START Task input
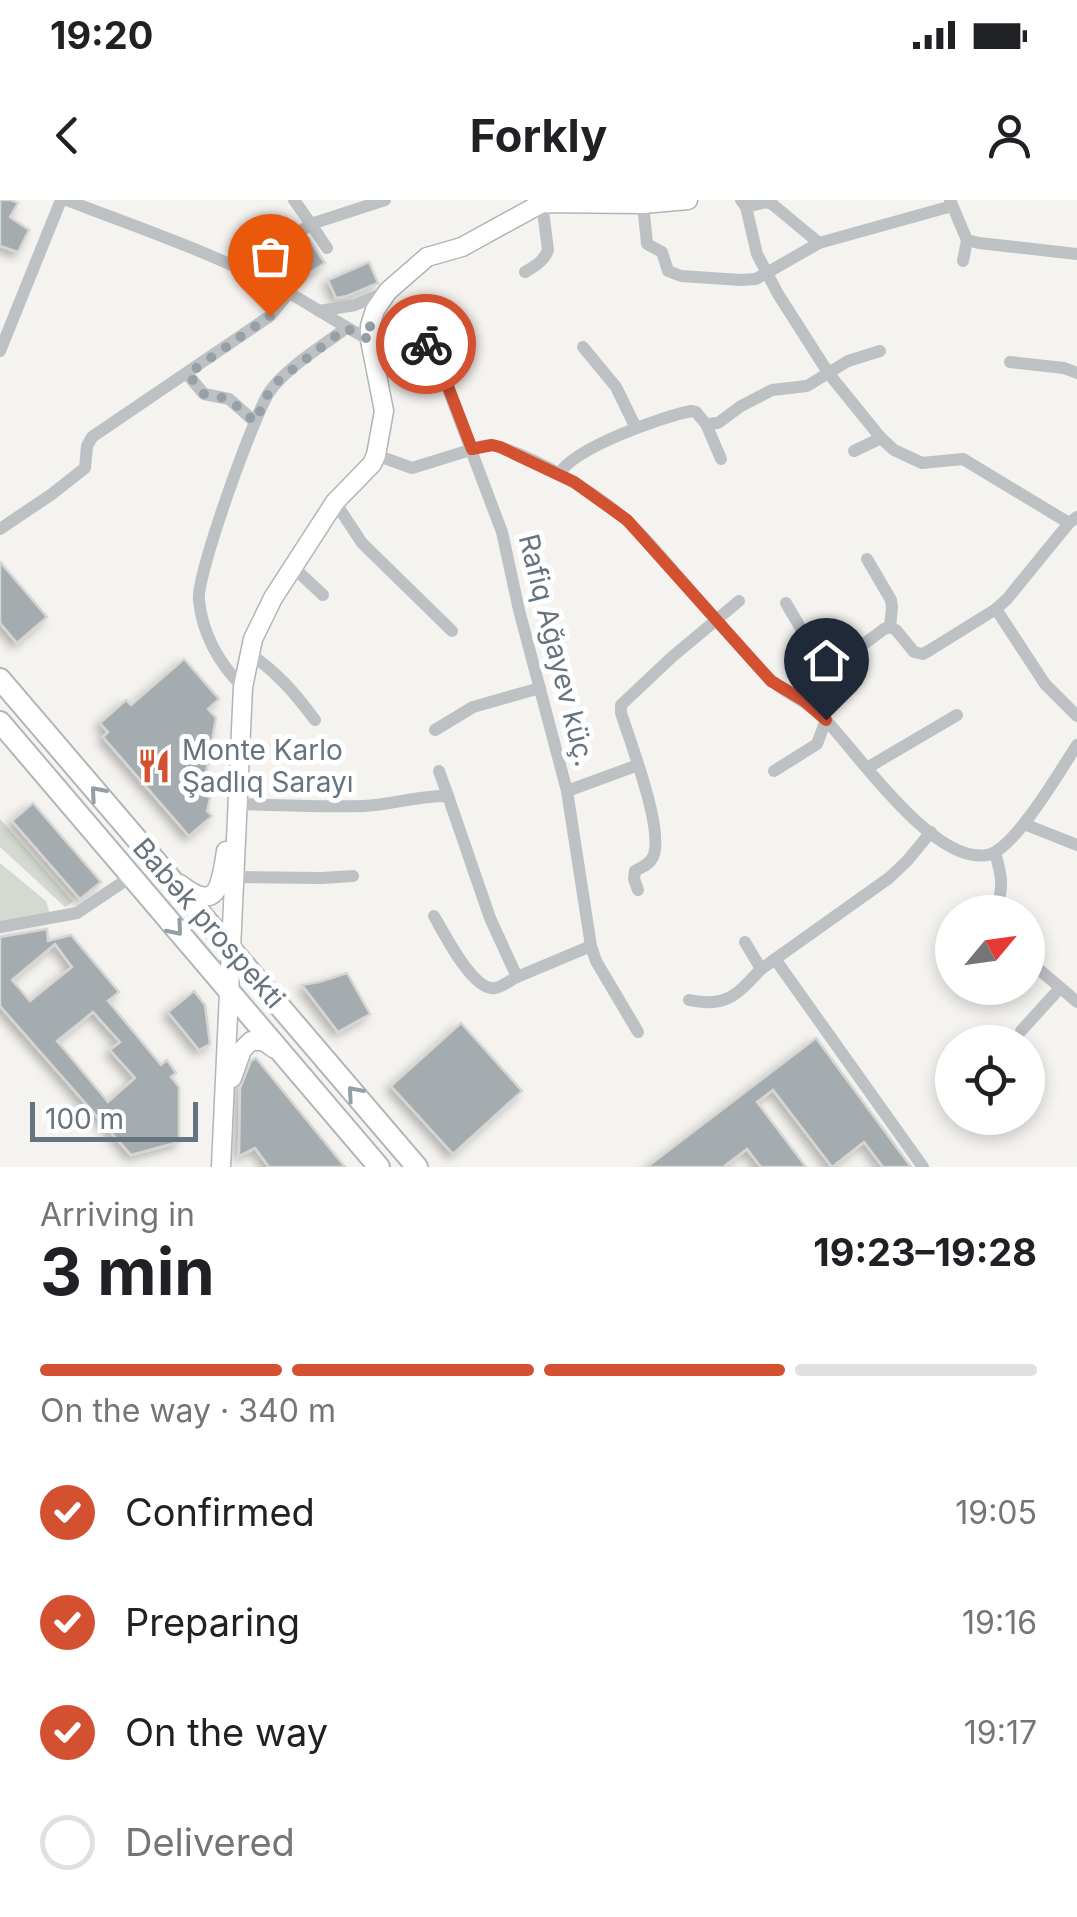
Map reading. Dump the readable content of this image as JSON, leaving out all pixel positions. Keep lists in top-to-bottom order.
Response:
{
  "streets": {
    "main road": ["Babək prospekti"],
    "street": ["Rafiq Ağayev küç."]
  },
  "places": {
    "restaurant": ["Monte Karlo Şadlıq Sarayı"]
  },
  "scale_bar": "100 m",
  "north": "top right",
  "page": {
    "status": "19:20",
    "header": "Forkly",
    "scale": "100 m",
    "heading": ["3 min", "Arriving in", "19:23–19:28"],
    "bar": "On the way · 340 m",
    "list": [
      ["Confirmed", "19:05"],
      ["Preparing", "19:16"],
      ["On the way", "19:17"],
      "Delivered"
    ]
  }
}
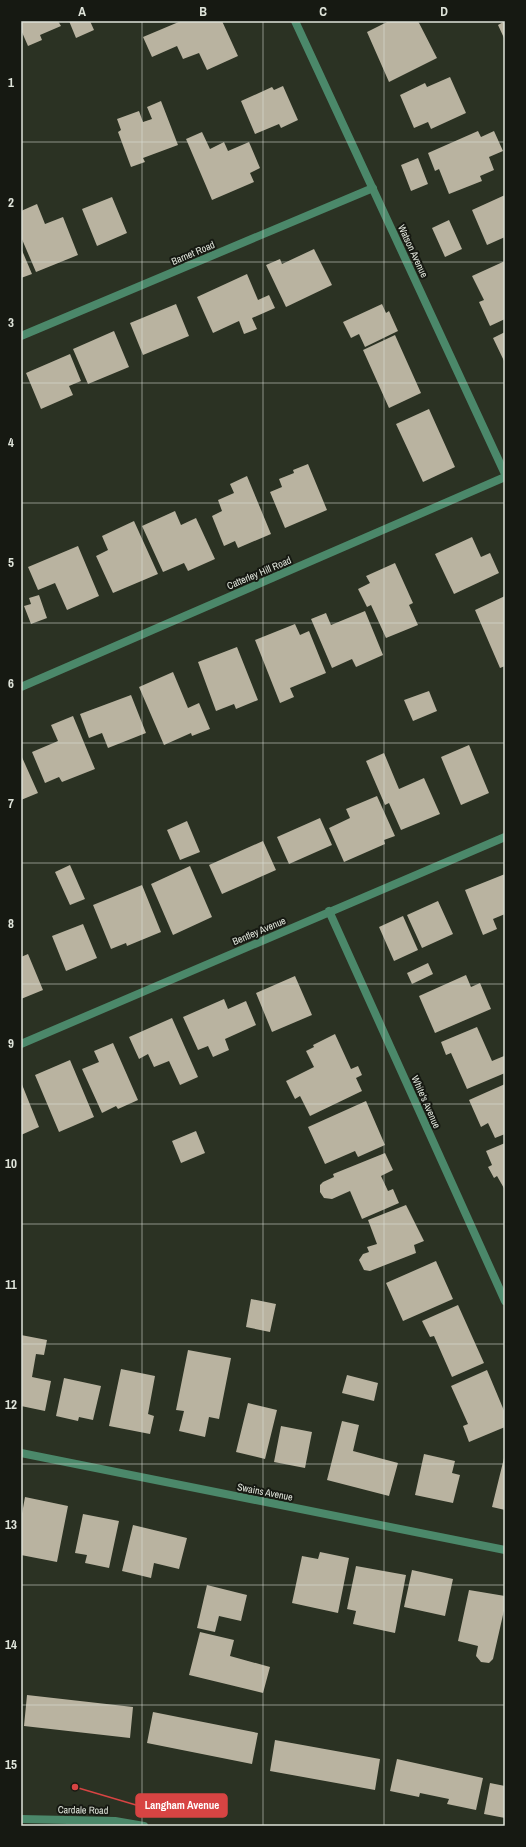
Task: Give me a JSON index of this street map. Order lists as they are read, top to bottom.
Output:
{
  "streets": {
    "street": [
      "Watson Avenue",
      "Barnet Road",
      "Catterley Hill Road",
      "Bentley Avenue",
      "White's Avenue",
      "Swains Avenue",
      "Cardale Road"
    ]
  },
  "crossings": [
    ["Watson Avenue", "Barnet Road"],
    ["Bentley Avenue", "White's Avenue"]
  ],
  "places": ["Langham Avenue"],
  "grid": {
    "columns": [
      "A",
      "B",
      "C",
      "D"
    ],
    "rows": [
      "1",
      "2",
      "3",
      "4",
      "5",
      "6",
      "7",
      "8",
      "9",
      "10",
      "11",
      "12",
      "13",
      "14",
      "15"
    ]
  }
}
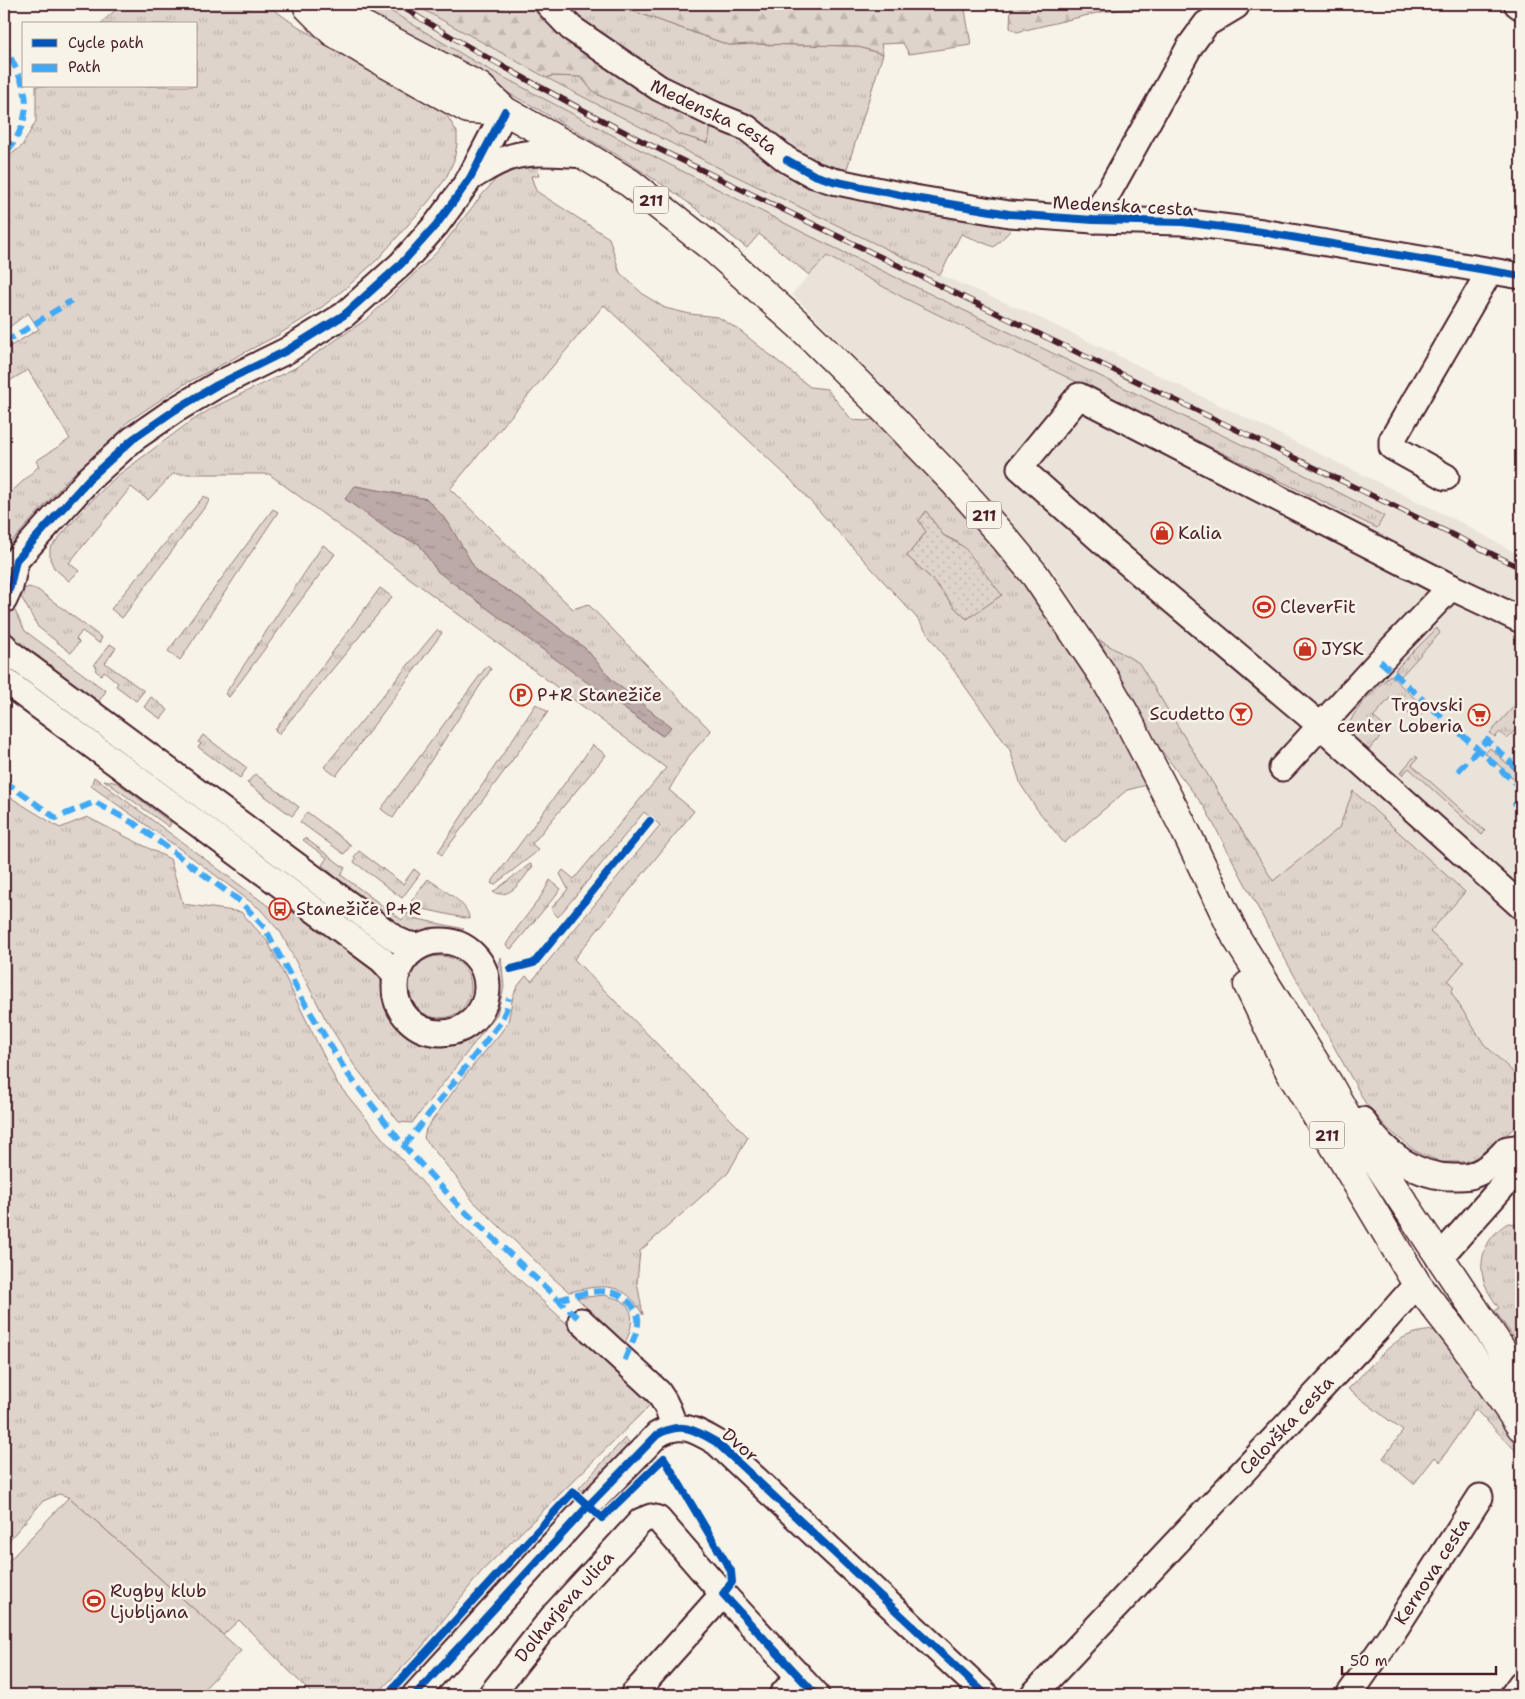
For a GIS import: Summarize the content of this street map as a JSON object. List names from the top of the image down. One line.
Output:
END Task input
What is being asked:
Filter the records for the string "lists" and copy every line that holds it.

Response below:
Map reading. Dump the readable content of this image as JSON, leaving out all pixel positions. Keep lists in top-to-bottom order.
Task: Give me a JSON index of this street map. Order lists as they are read, top to bottom.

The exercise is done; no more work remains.